*DATA FOR THE TASK*:
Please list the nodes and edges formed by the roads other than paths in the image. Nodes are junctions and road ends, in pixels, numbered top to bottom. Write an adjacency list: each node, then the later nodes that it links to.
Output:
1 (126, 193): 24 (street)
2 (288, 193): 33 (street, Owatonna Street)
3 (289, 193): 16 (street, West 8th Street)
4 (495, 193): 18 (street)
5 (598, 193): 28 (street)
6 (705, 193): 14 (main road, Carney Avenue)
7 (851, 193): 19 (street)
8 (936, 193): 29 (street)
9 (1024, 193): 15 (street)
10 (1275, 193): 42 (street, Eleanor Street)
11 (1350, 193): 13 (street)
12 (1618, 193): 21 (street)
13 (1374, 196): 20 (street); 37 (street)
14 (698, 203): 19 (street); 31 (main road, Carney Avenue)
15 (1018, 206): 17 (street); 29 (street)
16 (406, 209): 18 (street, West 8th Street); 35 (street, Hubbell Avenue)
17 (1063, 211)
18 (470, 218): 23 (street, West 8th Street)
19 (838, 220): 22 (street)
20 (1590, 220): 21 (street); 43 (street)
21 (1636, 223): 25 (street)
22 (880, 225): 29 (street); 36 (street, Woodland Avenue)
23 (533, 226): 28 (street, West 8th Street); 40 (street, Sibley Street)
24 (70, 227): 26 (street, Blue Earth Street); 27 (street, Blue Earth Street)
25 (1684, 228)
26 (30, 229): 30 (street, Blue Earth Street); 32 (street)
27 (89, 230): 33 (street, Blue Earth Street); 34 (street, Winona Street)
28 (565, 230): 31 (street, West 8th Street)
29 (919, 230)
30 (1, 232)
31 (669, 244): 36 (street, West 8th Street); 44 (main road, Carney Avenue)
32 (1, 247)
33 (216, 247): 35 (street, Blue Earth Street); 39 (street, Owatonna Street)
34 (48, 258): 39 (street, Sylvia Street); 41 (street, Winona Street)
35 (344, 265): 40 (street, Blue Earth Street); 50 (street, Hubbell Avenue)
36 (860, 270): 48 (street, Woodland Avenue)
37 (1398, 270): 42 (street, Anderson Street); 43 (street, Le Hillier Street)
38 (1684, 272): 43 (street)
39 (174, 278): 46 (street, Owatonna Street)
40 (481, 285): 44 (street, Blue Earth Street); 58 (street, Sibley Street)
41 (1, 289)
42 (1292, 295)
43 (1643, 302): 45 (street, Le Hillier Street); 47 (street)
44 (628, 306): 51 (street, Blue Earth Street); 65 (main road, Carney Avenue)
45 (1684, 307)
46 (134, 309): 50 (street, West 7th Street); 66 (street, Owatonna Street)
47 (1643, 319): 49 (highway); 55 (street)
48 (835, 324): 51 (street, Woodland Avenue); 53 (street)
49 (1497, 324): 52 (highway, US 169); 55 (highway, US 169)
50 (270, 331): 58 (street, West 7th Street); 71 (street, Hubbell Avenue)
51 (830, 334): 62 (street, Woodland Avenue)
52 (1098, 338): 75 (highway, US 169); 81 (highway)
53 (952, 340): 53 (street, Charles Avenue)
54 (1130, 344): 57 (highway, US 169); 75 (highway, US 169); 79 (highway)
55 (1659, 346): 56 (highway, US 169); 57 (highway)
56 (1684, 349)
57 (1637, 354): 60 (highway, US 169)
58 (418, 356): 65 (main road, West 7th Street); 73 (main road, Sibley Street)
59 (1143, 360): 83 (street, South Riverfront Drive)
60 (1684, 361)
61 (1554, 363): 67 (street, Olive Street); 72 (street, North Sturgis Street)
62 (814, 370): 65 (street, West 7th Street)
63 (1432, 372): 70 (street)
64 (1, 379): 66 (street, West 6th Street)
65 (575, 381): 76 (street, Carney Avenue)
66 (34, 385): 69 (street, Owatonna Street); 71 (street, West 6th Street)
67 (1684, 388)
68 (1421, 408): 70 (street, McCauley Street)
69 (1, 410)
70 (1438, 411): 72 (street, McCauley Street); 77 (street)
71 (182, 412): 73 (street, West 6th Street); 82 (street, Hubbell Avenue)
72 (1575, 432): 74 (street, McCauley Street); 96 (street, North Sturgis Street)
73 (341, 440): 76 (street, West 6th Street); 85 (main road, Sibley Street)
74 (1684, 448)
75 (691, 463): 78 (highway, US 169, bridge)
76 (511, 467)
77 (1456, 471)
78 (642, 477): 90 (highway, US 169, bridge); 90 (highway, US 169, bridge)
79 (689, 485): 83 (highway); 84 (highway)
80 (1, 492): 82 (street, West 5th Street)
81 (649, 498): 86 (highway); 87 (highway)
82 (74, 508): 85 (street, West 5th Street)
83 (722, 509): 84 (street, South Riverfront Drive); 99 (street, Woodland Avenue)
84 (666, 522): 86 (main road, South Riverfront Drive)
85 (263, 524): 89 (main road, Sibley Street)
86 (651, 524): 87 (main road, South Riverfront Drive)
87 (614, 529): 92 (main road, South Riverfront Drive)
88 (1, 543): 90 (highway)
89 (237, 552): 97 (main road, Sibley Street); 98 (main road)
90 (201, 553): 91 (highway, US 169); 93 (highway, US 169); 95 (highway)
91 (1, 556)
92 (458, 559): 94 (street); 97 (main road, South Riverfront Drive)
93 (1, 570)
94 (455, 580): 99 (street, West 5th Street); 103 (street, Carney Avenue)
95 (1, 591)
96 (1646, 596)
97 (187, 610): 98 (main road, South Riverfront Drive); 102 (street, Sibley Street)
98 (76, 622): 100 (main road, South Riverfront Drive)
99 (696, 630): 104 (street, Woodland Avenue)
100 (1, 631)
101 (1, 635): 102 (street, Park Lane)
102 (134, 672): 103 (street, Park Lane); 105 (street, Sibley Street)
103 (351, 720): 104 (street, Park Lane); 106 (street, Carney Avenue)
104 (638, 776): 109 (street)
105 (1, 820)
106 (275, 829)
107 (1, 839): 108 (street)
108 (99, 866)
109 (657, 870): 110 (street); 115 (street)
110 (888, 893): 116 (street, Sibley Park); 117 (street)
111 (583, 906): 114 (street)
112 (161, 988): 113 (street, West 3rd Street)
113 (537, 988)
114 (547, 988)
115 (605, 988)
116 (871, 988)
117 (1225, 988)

*PROBLEM DETAILS*: Every line of the listing that holds "highway" should be found and copied.

*RESPONSE TO THIS TASK*:
47 (1643, 319): 49 (highway); 55 (street)
49 (1497, 324): 52 (highway, US 169); 55 (highway, US 169)
52 (1098, 338): 75 (highway, US 169); 81 (highway)
54 (1130, 344): 57 (highway, US 169); 75 (highway, US 169); 79 (highway)
55 (1659, 346): 56 (highway, US 169); 57 (highway)
57 (1637, 354): 60 (highway, US 169)
75 (691, 463): 78 (highway, US 169, bridge)
78 (642, 477): 90 (highway, US 169, bridge); 90 (highway, US 169, bridge)
79 (689, 485): 83 (highway); 84 (highway)
81 (649, 498): 86 (highway); 87 (highway)
88 (1, 543): 90 (highway)
90 (201, 553): 91 (highway, US 169); 93 (highway, US 169); 95 (highway)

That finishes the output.